START Supplied data
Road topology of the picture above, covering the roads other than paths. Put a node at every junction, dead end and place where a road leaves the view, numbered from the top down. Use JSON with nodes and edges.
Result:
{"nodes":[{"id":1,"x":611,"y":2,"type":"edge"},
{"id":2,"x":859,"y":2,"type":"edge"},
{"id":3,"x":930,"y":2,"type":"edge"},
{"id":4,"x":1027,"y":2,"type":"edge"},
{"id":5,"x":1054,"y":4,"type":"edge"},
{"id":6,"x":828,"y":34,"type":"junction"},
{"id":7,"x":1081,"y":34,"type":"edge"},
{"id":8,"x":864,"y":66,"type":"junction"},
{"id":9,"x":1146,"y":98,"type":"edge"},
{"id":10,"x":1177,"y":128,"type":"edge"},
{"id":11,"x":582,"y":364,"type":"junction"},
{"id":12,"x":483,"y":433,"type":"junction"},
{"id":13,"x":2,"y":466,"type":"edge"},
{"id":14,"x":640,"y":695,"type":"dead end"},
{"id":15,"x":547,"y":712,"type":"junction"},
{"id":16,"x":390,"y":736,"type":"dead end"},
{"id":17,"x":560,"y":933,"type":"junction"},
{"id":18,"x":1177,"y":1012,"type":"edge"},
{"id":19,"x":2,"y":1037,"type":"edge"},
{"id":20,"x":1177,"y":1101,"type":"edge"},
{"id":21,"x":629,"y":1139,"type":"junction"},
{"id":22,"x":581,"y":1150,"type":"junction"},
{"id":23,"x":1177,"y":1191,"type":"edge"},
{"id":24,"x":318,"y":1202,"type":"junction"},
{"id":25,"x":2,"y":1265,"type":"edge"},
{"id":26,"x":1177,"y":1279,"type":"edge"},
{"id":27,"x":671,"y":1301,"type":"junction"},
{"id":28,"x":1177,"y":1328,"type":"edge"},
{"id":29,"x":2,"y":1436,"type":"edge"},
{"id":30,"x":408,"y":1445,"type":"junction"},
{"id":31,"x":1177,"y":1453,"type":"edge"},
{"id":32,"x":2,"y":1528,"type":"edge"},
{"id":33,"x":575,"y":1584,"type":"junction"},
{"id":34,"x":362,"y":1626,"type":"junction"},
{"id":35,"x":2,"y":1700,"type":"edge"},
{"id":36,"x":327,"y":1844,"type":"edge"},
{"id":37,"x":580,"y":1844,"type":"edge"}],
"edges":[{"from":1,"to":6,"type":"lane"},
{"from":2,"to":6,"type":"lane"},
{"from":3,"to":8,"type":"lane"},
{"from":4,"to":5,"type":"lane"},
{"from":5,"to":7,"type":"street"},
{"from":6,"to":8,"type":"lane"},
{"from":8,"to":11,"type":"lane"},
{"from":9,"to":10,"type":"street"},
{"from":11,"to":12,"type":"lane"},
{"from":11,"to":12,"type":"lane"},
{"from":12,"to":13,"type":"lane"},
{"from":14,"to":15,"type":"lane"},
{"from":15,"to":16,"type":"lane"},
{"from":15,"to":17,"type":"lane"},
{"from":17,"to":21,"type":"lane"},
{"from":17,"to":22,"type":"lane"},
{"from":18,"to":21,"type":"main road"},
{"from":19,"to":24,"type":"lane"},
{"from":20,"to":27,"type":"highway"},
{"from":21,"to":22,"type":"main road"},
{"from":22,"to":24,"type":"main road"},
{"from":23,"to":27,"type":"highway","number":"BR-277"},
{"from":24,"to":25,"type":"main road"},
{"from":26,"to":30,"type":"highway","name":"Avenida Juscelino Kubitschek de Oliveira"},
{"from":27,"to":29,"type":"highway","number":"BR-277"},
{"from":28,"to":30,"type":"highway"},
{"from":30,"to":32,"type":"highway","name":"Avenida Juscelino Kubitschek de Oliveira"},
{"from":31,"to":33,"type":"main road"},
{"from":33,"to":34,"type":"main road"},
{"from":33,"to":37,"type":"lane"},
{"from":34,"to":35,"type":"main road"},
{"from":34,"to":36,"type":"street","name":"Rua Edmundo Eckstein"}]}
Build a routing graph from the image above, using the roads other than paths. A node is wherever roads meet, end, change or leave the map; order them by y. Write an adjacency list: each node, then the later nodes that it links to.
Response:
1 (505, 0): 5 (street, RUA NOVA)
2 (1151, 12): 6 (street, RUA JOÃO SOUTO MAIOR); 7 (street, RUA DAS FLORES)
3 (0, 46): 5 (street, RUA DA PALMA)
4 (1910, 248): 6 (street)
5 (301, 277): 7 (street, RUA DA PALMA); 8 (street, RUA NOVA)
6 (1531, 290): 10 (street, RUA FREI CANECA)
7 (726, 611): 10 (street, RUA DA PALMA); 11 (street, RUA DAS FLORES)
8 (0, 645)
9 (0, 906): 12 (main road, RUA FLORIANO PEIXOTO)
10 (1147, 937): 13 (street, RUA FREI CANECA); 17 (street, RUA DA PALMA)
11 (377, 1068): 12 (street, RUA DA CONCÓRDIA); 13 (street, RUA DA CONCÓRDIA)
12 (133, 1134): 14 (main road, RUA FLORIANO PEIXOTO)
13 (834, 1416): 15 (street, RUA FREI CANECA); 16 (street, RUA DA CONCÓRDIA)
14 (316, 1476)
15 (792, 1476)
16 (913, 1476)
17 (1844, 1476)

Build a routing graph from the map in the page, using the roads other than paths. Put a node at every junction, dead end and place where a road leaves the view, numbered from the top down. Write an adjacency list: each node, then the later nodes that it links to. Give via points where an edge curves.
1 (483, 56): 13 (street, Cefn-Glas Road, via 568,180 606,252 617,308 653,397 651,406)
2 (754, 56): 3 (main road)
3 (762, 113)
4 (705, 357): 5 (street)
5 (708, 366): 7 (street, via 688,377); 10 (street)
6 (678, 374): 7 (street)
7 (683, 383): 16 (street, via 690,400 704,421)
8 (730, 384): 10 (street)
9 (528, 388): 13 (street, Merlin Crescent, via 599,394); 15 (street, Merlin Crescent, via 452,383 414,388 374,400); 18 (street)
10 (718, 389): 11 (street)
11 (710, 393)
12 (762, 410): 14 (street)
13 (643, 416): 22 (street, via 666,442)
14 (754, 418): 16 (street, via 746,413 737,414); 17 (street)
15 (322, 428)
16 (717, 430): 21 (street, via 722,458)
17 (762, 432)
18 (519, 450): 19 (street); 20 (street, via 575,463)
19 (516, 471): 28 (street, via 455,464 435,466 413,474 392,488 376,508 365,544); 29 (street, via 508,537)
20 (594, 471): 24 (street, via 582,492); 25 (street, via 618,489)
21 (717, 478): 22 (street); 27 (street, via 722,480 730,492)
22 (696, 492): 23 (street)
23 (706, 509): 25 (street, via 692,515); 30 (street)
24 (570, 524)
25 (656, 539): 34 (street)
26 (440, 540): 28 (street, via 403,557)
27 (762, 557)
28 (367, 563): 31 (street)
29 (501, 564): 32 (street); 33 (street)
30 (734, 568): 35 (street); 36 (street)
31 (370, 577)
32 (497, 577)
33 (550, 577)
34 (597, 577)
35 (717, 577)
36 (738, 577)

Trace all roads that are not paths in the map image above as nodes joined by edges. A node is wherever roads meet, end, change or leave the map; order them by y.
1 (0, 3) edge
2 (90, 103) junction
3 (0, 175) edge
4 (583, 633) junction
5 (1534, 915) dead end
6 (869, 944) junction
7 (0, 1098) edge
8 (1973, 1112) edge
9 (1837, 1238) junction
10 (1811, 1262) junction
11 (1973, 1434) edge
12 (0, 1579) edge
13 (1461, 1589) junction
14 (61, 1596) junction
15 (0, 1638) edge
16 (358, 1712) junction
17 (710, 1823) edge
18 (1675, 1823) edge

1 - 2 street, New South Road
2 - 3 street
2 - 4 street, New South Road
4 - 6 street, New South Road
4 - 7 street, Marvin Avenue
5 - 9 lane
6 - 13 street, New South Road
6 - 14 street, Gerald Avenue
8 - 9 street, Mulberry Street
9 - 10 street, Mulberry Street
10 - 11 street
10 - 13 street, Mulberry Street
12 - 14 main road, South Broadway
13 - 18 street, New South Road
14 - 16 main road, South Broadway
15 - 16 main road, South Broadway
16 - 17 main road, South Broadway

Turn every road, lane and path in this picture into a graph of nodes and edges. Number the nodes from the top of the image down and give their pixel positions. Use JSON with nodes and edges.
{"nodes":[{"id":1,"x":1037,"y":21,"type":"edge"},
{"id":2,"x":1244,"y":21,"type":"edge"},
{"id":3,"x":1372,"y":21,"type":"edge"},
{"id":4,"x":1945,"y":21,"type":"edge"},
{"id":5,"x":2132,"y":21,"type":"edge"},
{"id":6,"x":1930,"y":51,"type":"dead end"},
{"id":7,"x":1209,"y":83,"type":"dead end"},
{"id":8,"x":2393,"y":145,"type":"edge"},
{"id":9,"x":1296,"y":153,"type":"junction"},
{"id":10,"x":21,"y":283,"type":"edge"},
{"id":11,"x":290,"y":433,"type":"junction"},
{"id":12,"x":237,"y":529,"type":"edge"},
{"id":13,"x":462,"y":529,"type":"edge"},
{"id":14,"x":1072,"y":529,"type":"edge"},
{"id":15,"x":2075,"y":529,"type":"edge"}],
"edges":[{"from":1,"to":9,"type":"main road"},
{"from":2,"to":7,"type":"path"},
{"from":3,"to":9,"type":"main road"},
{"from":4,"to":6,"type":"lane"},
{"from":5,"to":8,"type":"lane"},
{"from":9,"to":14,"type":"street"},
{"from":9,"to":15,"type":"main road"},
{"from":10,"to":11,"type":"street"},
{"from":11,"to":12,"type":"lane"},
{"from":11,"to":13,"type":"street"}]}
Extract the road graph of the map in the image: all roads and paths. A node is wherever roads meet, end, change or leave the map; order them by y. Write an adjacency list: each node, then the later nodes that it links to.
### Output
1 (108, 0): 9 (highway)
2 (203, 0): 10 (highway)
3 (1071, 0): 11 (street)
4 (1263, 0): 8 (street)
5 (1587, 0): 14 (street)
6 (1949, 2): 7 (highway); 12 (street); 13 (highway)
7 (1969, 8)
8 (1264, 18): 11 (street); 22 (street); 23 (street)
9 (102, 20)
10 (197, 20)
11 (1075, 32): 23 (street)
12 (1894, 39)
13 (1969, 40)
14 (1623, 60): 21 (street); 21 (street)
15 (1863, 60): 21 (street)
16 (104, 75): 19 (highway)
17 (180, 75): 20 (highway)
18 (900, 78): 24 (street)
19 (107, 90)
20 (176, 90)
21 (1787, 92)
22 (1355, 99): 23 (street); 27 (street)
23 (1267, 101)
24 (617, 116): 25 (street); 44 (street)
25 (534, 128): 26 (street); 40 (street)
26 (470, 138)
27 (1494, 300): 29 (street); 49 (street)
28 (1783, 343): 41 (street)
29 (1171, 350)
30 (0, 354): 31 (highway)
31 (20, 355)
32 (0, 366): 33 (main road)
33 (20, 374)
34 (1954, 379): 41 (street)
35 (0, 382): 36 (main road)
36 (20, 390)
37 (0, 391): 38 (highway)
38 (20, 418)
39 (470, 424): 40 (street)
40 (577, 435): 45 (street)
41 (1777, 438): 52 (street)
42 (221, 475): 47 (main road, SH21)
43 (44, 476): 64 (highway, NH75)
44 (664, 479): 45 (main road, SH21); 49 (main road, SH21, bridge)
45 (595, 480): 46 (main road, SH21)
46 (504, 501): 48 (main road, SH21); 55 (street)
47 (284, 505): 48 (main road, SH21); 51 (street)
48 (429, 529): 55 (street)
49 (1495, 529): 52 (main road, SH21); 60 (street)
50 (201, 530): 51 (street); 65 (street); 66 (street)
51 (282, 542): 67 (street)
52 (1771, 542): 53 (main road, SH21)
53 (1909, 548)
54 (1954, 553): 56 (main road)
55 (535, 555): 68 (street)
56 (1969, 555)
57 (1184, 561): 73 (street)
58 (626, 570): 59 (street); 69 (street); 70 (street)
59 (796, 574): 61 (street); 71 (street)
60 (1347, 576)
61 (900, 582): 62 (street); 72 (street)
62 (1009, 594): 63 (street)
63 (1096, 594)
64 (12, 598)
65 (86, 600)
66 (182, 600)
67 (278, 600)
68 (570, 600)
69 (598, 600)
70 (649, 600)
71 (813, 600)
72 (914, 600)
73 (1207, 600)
END Supplied data
§ Task objective
Filter the entries above and keep only the lines with the word "FREI".

§ Exercise answer
6 (1531, 290): 10 (street, RUA FREI CANECA)
10 (1147, 937): 13 (street, RUA FREI CANECA); 17 (street, RUA DA PALMA)
13 (834, 1416): 15 (street, RUA FREI CANECA); 16 (street, RUA DA CONCÓRDIA)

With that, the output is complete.